- Your instructions -
A complete answer lists every line of the entries below where the string "ساجد" appears.

- Information given -
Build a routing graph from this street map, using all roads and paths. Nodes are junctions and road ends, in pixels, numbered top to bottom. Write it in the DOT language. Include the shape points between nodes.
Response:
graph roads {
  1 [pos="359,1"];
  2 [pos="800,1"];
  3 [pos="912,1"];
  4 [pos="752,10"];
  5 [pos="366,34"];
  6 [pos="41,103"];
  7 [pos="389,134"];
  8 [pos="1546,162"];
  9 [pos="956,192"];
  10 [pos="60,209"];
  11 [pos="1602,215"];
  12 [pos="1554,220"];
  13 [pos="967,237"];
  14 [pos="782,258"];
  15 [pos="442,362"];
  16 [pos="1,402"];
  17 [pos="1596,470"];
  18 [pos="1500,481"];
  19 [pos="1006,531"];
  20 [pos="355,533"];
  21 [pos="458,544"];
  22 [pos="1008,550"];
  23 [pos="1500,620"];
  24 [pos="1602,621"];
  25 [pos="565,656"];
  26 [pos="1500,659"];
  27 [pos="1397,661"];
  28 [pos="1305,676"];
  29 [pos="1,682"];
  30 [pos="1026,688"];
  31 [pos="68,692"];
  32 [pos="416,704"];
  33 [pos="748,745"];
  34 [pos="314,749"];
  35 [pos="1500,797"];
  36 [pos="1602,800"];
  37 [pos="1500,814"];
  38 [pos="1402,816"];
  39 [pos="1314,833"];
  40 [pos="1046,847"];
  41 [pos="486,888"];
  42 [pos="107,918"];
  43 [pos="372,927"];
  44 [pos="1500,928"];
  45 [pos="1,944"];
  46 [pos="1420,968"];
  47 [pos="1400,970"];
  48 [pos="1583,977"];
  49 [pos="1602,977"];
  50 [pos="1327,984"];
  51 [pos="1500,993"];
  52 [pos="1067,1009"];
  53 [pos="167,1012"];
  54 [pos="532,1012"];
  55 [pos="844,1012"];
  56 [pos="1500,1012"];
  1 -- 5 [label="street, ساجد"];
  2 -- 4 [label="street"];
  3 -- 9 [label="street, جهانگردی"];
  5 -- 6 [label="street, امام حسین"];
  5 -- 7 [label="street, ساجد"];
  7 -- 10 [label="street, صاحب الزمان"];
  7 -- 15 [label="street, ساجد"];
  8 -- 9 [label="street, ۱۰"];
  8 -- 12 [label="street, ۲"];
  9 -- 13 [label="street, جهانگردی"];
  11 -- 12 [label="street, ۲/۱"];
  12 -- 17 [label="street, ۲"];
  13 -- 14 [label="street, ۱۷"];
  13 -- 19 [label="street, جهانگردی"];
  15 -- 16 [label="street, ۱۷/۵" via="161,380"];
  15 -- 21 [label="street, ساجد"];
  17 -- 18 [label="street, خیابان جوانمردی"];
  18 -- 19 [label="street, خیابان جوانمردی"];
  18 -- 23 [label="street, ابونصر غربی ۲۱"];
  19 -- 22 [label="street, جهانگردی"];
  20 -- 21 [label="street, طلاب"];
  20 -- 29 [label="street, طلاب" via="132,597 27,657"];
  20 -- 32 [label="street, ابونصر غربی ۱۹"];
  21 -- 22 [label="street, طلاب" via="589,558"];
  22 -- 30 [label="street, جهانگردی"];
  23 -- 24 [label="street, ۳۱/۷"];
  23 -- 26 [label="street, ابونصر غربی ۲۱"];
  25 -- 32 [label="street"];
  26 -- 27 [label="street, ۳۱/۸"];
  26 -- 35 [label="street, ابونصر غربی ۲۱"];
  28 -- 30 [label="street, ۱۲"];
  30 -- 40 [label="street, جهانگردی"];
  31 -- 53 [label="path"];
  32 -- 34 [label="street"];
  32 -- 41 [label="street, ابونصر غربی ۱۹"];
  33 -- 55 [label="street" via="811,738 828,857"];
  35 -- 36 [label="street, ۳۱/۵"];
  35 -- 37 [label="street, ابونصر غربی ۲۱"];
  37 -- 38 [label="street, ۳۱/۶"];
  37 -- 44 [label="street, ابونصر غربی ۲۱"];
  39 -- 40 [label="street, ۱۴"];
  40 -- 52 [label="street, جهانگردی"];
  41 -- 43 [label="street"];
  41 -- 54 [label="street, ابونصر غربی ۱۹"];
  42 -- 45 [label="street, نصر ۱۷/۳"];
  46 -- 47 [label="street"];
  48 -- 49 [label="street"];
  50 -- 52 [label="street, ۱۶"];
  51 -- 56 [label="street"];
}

- Your solution -
  1 -- 5 [label="street, ساجد"];
  5 -- 7 [label="street, ساجد"];
  7 -- 15 [label="street, ساجد"];
  15 -- 21 [label="street, ساجد"];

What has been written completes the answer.